The Green Party has put out a video aimed at voters in Denton and Gorton, who go to the polls today in a by-election.

Nothing unusual there. Except that this video is wholly in Urdu, the language spoken by most local Pakistanis.

Its contents neatly demonstrate how identity politics can pull a democracy apart. Its images flashed from Reform politicians to Trump and his ICE deportations. 

It accused opponents of racism and xenophobia. It showed footage from Gaza. It flashed up a picture of Keir Starmer shaking hands with his Indian counterpart, the Hindu Narendra Modi – a blatantly sectarian pitch.

For 20 years, it has been taboo to talk about the growth of parallel cultures in our northern towns. 

Any Right-winger who complained about segregated societies was pilloried as a racist and lucky not to be hounded out of public life. Yet the people who did the hounding are now happy to encourage such segregation for partisan gain.

The Greens are not the first. Five years ago, at the Batley and Spen by-election, Labour circulated images of Boris Johnson with Modi.

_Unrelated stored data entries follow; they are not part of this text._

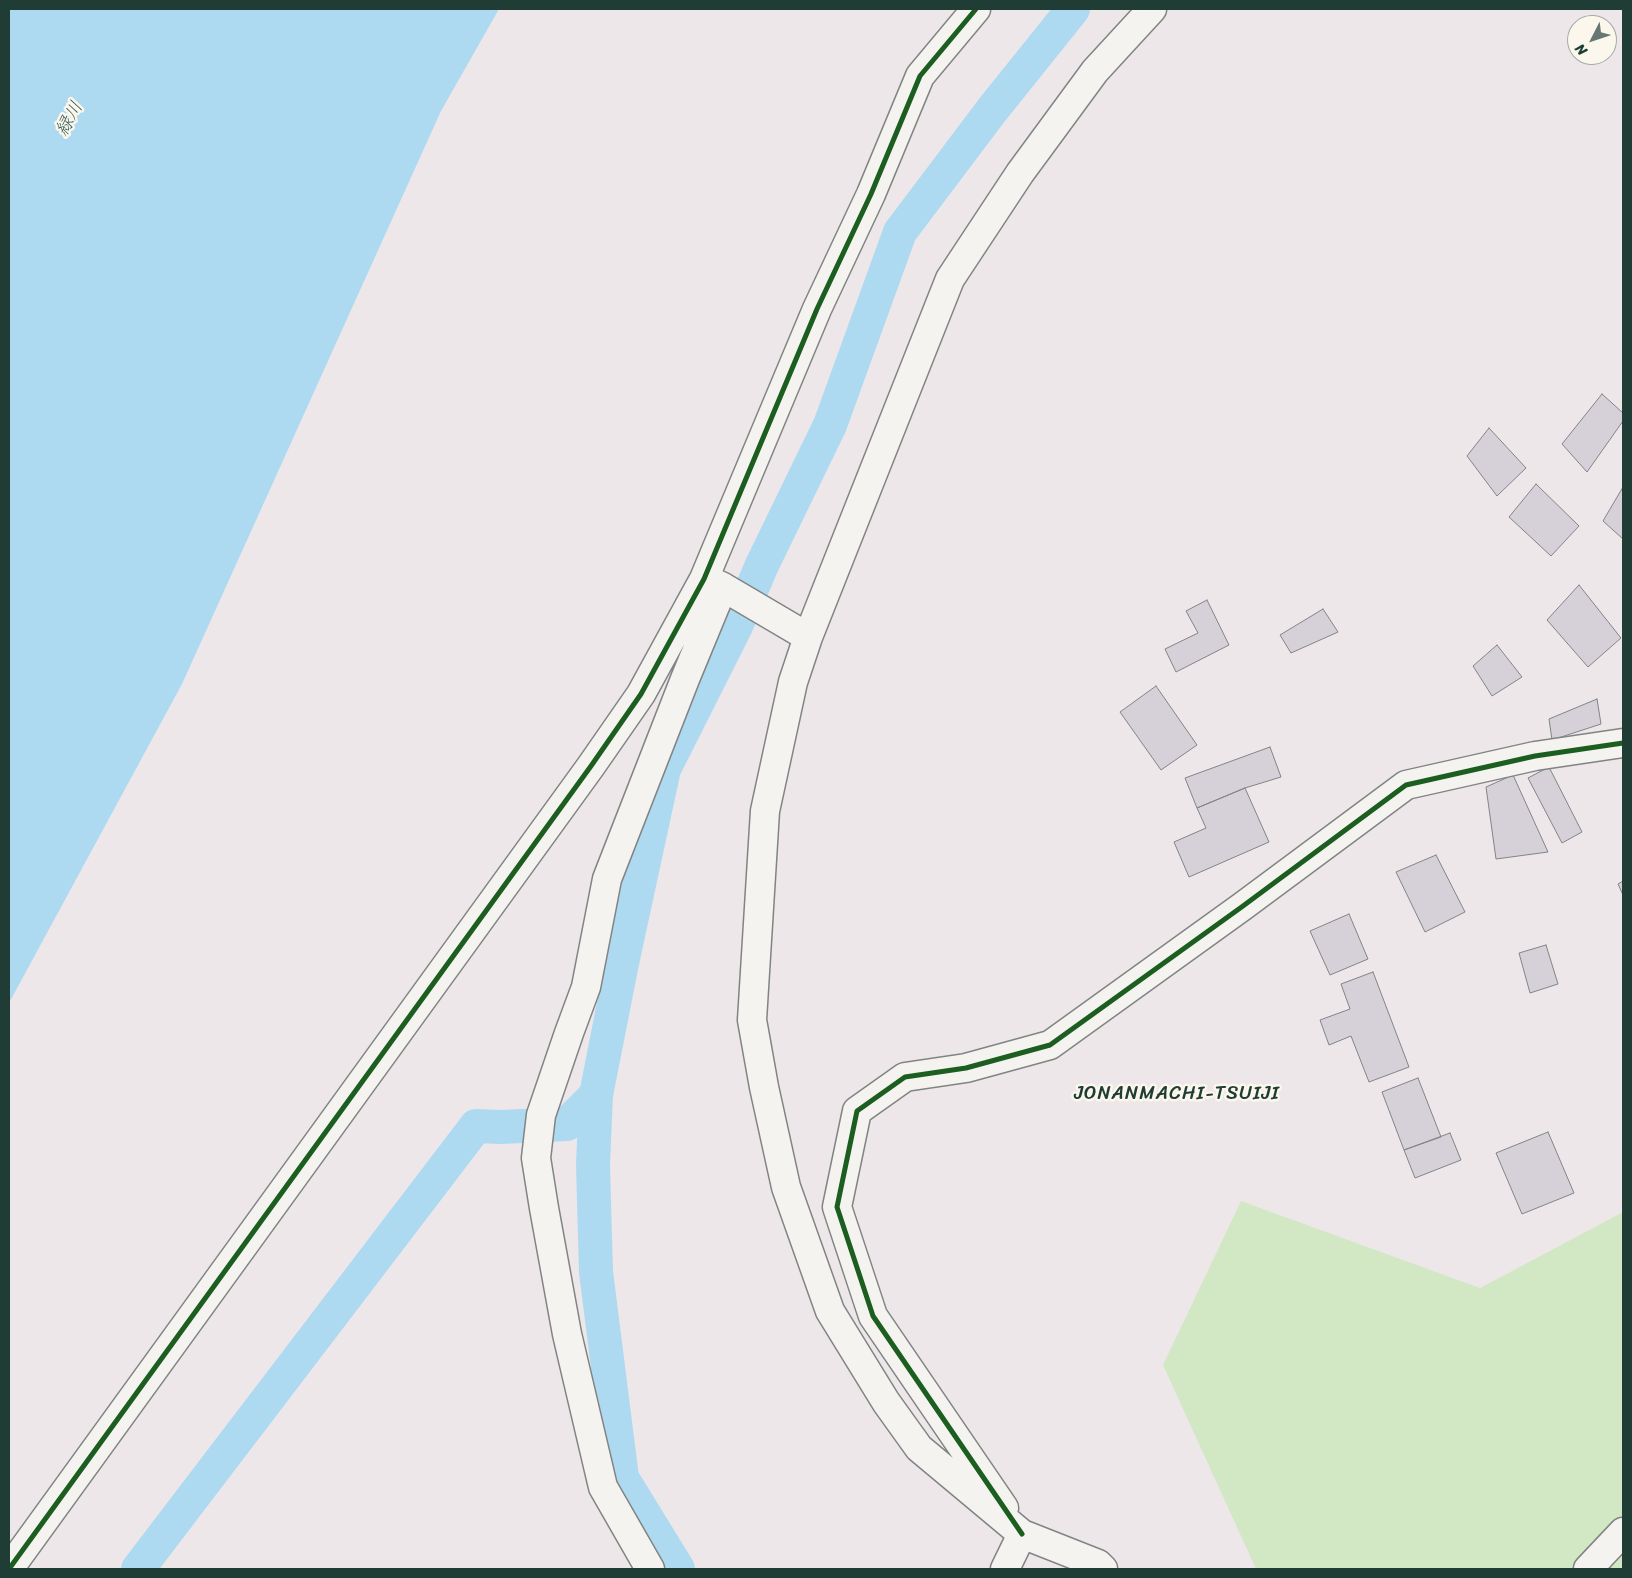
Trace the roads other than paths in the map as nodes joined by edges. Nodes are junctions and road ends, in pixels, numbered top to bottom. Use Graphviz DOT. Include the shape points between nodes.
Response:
graph roads {
  1 [pos="976,9"];
  2 [pos="1152,9"];
  3 [pos="713,583"];
  4 [pos="808,636"];
  5 [pos="1623,743"];
  6 [pos="1623,1532"];
  7 [pos="1022,1534"];
  8 [pos="9,1569"];
  9 [pos="650,1569"];
  10 [pos="1005,1569"];
  11 [pos="1103,1569"];
  12 [pos="1588,1569"];
  1 -- 3 [label="street" via="920,76 871,194 817,309"];
  2 -- 4 [label="street" via="1096,71 1020,173 950,279"];
  3 -- 4 [label="street"];
  3 -- 8 [label="street" via="602,750"];
  3 -- 9 [label="street" via="681,688 607,879 586,987 541,1115 536,1158 567,1334 603,1487"];
  4 -- 7 [label="street" via="793,682 765,811 752,1020 786,1187 830,1310 886,1402 918,1448"];
  5 -- 7 [label="street" via="1535,756 1406,785 1050,1045 966,1068 905,1077 857,1111 836,1207 873,1316"];
  6 -- 12 [label="street"];
  7 -- 10 [label="street"];
  7 -- 11 [label="street" via="1098,1564"];
}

Voters of Pakistani heritage – including many who are Pakistani nationals, and who vote as Commonwealth citizens – make up between a fifth and a quarter of the electorate in Denton and Gorton.

Zack Polanski has an odd, shuffling gait and a smile like an archaeological dig, writes Daniel Hannan

Zack Polanski has an odd, shuffling gait and a smile like an archaeological dig, writes Daniel Hannan

It is depressing, but not surprising, to see the parties appealing to them not as Britons, but as the nationals of other countries.

Perhaps the most telling aspect of the episode was the way the Greens responded to their critics. 

On Tuesday night, Zack Polanski, the 43-year-old who was elected their leader last summer, took to X with a new version of the clip. ‘The right wing trolls hated seeing our campaign video in Urdu. So here it is in Bangla [spoken in and around Bangladesh] instead. I love our party!’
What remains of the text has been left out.